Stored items
○ ○ ○ ○ ○

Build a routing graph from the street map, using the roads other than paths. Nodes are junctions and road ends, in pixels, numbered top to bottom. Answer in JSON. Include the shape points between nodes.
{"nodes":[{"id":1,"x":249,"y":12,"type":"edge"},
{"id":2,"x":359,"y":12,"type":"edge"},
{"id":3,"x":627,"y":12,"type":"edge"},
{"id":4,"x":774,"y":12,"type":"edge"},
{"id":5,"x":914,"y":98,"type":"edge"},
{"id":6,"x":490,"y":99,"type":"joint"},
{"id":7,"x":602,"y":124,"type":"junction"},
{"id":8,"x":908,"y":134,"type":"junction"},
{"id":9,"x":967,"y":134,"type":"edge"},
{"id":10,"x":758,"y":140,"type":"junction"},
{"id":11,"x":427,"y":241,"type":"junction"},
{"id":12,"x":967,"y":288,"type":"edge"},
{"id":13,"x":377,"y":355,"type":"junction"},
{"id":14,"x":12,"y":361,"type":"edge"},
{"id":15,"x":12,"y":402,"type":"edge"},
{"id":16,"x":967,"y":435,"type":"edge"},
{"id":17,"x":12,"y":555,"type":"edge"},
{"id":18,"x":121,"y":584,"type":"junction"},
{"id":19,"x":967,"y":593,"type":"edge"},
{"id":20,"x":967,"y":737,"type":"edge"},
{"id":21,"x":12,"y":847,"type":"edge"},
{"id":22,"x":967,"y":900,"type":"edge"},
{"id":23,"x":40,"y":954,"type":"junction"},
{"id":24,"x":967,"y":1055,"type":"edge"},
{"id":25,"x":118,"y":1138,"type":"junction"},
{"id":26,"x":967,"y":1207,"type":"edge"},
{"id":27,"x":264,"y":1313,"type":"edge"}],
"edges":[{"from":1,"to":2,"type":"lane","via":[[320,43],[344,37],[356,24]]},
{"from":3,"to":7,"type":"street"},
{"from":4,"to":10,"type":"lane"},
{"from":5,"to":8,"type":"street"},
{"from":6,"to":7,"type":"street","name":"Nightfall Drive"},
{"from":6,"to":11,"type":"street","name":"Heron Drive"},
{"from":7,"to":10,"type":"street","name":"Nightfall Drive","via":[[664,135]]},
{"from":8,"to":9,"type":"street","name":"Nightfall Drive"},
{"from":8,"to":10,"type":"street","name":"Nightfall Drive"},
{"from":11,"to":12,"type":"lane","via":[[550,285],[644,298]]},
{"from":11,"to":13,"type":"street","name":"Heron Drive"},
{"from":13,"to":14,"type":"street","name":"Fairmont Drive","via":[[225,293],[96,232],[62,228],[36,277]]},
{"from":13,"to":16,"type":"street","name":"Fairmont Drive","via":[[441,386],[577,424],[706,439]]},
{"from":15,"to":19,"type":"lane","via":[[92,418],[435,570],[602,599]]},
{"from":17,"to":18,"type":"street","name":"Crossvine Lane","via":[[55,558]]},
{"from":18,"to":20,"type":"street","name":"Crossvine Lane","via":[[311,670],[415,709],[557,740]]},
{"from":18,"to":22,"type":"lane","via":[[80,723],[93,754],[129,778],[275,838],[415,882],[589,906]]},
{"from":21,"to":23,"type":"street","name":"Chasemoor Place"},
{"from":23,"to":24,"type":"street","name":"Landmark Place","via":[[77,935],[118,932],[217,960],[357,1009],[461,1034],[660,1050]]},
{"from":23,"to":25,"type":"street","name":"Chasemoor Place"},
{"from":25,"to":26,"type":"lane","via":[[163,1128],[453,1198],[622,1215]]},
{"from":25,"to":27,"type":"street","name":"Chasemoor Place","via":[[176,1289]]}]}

○ ○ ○ ○ ○

## Requirement
Identify every line above that includes the word "Nightfall", and show those lines.

## Solution to this task
{"from":6,"to":7,"type":"street","name":"Nightfall Drive"},
{"from":7,"to":10,"type":"street","name":"Nightfall Drive","via":[[664,135]]},
{"from":8,"to":9,"type":"street","name":"Nightfall Drive"},
{"from":8,"to":10,"type":"street","name":"Nightfall Drive"},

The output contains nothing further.